Oireachtas Joint and Select Committees

Wednesday, 11 May 2022

Select Committee on Finance, Public Expenditure and Reform, and Taoiseach

Consumer Credit (Amendment) Bill 2022: Committee Stage

Photo of Seán FlemingSeán Fleming (Laois-Offaly, Fianna Fail) | Oireachtas source

Section 2 provides for the terms "moneylender", "moneylending", "moneylender’s licence" and "moneylending agreement" to be replaced by the term "high cost credit provider", "high cost credit", "high cost credit provider's licence" and "high cost credit agreement", respectively. The purpose of this change in language is differentiate licensed providers more clearly from unlicensed lenders.

The many suggestions relating to advertising are currently catered for either by the Consumer Credit Association, CCA, or the moneylending code. In addition, the Central Bank has since published the moneylending regulations, which address areas like advertising and targeting. The requirements of the moneylending regulations should assist customers and consumers in becoming more informed and encourage them to consider alternatives. These requirements include that moneylenders insert an enhanced high-cost credit warning statement in all advertisements, regardless of whether advertising refers to a rate of interest or a cost of credit. The following text must be included in the warning statement: "Warning: This is high-cost credit. Consider alternative options before applying for this credit, including alternatives from other lenders regulated by the Central Bank of Ireland." The cost of credit must be clearly displayed on the moneylender's website, and they are required to provide an information notice on the application stage. Moneylenders' advertising must be clear, not misleading, and presented in a way that customers will know that it is an advertisement. Moneylenders can no longer make unsolicited contact on the recommendations of an existing customer, in other words, refer a friend. This is a very important issue that deals with vulnerable people who might be looking for funding in the run-up to some of the big family events.

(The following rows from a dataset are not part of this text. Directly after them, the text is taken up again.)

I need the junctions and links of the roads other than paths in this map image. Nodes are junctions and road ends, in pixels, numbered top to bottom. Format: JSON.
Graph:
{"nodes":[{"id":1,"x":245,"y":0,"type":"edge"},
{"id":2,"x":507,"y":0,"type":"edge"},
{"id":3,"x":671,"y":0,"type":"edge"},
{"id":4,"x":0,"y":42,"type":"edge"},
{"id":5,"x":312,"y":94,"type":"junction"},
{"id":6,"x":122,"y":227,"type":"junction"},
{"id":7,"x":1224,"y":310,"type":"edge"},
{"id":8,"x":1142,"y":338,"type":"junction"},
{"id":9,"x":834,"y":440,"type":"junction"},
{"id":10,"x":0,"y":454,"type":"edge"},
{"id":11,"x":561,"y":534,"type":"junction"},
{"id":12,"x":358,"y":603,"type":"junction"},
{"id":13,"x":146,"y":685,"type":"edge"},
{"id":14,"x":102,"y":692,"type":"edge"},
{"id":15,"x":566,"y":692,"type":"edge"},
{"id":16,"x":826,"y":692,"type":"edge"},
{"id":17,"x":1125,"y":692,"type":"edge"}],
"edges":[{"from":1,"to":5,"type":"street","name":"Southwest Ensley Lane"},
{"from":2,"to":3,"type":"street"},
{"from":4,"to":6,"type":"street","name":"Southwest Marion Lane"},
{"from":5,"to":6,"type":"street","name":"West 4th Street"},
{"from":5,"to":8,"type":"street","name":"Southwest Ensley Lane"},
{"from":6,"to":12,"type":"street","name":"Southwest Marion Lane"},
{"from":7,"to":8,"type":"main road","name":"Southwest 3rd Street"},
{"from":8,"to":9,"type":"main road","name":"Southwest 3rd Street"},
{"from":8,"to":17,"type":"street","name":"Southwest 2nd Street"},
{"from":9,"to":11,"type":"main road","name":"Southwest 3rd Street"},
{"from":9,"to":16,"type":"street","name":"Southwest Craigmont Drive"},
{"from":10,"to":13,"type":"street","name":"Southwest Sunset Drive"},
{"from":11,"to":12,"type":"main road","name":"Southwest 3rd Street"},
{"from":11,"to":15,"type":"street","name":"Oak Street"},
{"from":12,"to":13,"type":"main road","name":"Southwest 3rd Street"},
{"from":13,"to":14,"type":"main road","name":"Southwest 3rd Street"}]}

Moneylenders are required to take reasonable steps to identify customers who are vulnerable customers and to ensure they are provided with the assistance that may be necessary. The essence of this legislation, which was not there before and which is very strong now, is that, before the moneylender gives a loan, they must look at the person's ability to repay that loan and take into account the existing financial commitments the person might have. There is a requirement for moneylenders to consider that. The whole tone of this legislation is that when the Central Bank is satisfied that some high-cost lenders are not actually doing that, it can have an impact on their licence. They could have it withdrawn, suspended or, ultimately, not renewed. This is the whole tone of the Bill. It is not just one section the deals with this.

Since we have spoken, the Central Bank has published its moneylending regulations to address the issue of advertising. The Competition and Consumer Protection Commission, CCPC, will have a role in advising consumers on this, separate from this legislation, even though it will also play a key part of it around consumer protection.

When it comes to granting licences, the Central Bank will take all of these matters into account any time it is issuing a licence or considering taking any action where there is an actual breach. The conduct standards required by the Central Bank of these licensed operators can be taken into account whereas up to now those factors were not specifically included in the legislation. There is a raft of areas dealing with consumer protection that perhaps had not existed heretofore.